[Saved entries]
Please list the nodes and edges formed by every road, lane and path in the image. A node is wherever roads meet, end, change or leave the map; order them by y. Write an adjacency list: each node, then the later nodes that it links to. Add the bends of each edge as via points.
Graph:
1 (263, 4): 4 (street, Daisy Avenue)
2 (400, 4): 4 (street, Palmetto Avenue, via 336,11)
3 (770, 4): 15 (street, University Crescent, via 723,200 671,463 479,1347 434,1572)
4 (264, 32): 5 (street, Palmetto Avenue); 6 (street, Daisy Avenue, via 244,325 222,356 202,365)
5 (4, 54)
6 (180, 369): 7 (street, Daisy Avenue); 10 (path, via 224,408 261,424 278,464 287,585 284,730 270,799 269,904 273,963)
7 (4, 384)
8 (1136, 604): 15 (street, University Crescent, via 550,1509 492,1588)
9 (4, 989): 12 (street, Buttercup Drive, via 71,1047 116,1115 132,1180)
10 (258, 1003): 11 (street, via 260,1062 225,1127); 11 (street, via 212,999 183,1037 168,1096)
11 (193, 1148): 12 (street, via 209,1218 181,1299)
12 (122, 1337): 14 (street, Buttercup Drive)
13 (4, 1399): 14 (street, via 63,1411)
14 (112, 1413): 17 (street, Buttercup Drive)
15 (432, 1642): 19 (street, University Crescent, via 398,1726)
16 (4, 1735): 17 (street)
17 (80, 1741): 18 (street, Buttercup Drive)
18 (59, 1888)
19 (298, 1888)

▸ **Work required**:
With every line intact, print the records above again.

▸ **Answer for the task**:
Please list the nodes and edges formed by every road, lane and path in the image. A node is wherever roads meet, end, change or leave the map; order them by y. Write an adjacency list: each node, then the later nodes that it links to. Add the bends of each edge as via points.
Graph:
1 (263, 4): 4 (street, Daisy Avenue)
2 (400, 4): 4 (street, Palmetto Avenue, via 336,11)
3 (770, 4): 15 (street, University Crescent, via 723,200 671,463 479,1347 434,1572)
4 (264, 32): 5 (street, Palmetto Avenue); 6 (street, Daisy Avenue, via 244,325 222,356 202,365)
5 (4, 54)
6 (180, 369): 7 (street, Daisy Avenue); 10 (path, via 224,408 261,424 278,464 287,585 284,730 270,799 269,904 273,963)
7 (4, 384)
8 (1136, 604): 15 (street, University Crescent, via 550,1509 492,1588)
9 (4, 989): 12 (street, Buttercup Drive, via 71,1047 116,1115 132,1180)
10 (258, 1003): 11 (street, via 260,1062 225,1127); 11 (street, via 212,999 183,1037 168,1096)
11 (193, 1148): 12 (street, via 209,1218 181,1299)
12 (122, 1337): 14 (street, Buttercup Drive)
13 (4, 1399): 14 (street, via 63,1411)
14 (112, 1413): 17 (street, Buttercup Drive)
15 (432, 1642): 19 (street, University Crescent, via 398,1726)
16 (4, 1735): 17 (street)
17 (80, 1741): 18 (street, Buttercup Drive)
18 (59, 1888)
19 (298, 1888)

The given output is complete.